The Temples of Mae Sariang
Table of Contents
Introduction to the Temples of Mae Sariang
The small town of Mae Sariang has a number of interesting temples in the town and outside the town. Some of these are located on hill tops, offering great views on the verdant valley of the Yuam River. Below is a personal selection of the most interesting temples.
Wat Jong Soong (Wat Uttayarom)
Shan monks and lay people constructed Wat Jong Soong (วัดจองสูง) in 1838. After that a devasting fire in the town also damaged the temple. Local people reconstructed the temple, which they finished in 1896. After the reconstruction they renamed the temple Wat Jong Soong. For some reason they changed the name to Wat Uttayarom in the period of World War Two.

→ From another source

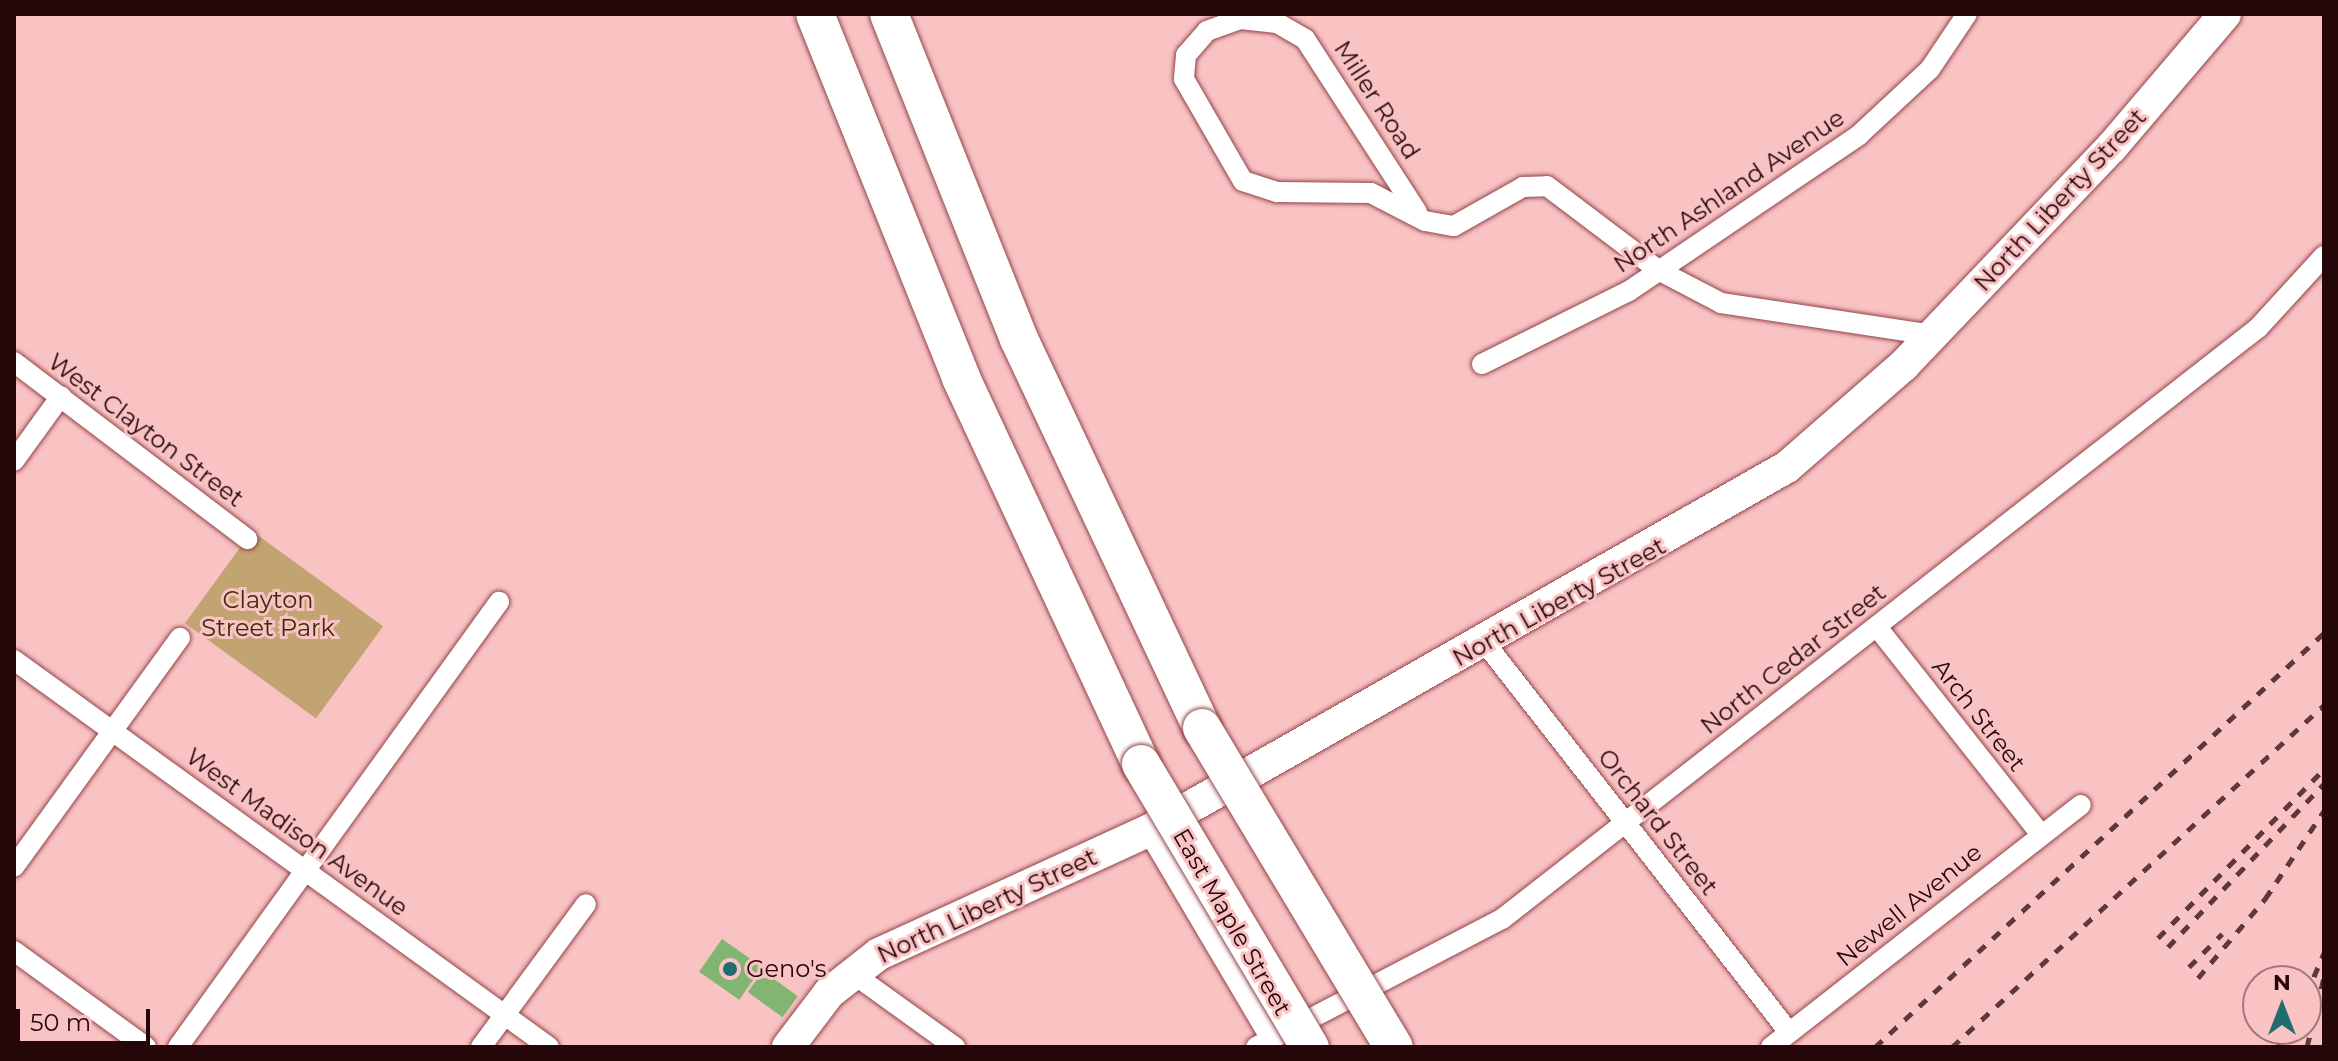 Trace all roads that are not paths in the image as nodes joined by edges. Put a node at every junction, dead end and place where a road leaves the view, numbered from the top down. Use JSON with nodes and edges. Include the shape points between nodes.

The temple has three Burmese-style pagodas of which the oldest dates back to more than 100 years. The Wat Jong Soong is right next to another, very different temple: Wat Sri Bunruang.
Wat Sri Bunruang
This temple in Mae Sariang originally was known as Chong Mak Kaeng because of a large tamarind tree that is on the compound. In 1887 people renamed the temple Wat Sri Bunruang (วัดศรีบุญเรือง). It is a beautiful temple with Shan (Tai Yai) and Burmese influences, located not far from the Yuam River and right next to Wat Jong Soong. The Burmese temple architecture of Wat Sri Bunruang is stunning.
Wat Supan Rangsri
People know this temple also as Wat Chong Kham or Wat Jongkham. I recently noticed a large meeting of Christian Karen people at Wat Supan Rangsri (วัดสุพรรณรังษี (วัดจองคำ). The temple has a beautiful chedi and is located on the Yuam River.
Wat Chom Thong
The Wat Chom Thong (วัดจอมทอง) is another temple in Mae Sariang that is worth a visit. This temple is just outside of town on a hill overlooking the Yuam valley and the town. American anthropologist Charles Keyes made a number of photos of this temple in 1967/68. On his pictures only the two old chedis are visible. Since then they have added a sitting Buddha statue with a Naga staircase and a viharn. The temple offers nice views.
Wat Phrathat Chom Mon
The Wat Phrathat Chom Mon (วัดพระธาตุจอมมอญ) is outside of town on a small hill. A Naga staircase covered with moss takes you to a lovely white chedi. On our most recent visit in December 2020, we noticed that reconstruction of the staircase was underway. The staircase has 349 steps.
According to information at the temple, it dates back to the period of King Naresuan the Great, who ruled the Ayutthaya Kingdom from 1590 until 1605. Mon people established this temple. In 1914 Karen people built a new pagoda on top of the original, now ruined pagoda. In 1997 another reconstruction took place. From the chedi, you have some great views of Mae Sariang and the surrounding rice paddies. At the ground level, there is an old wooden viharn.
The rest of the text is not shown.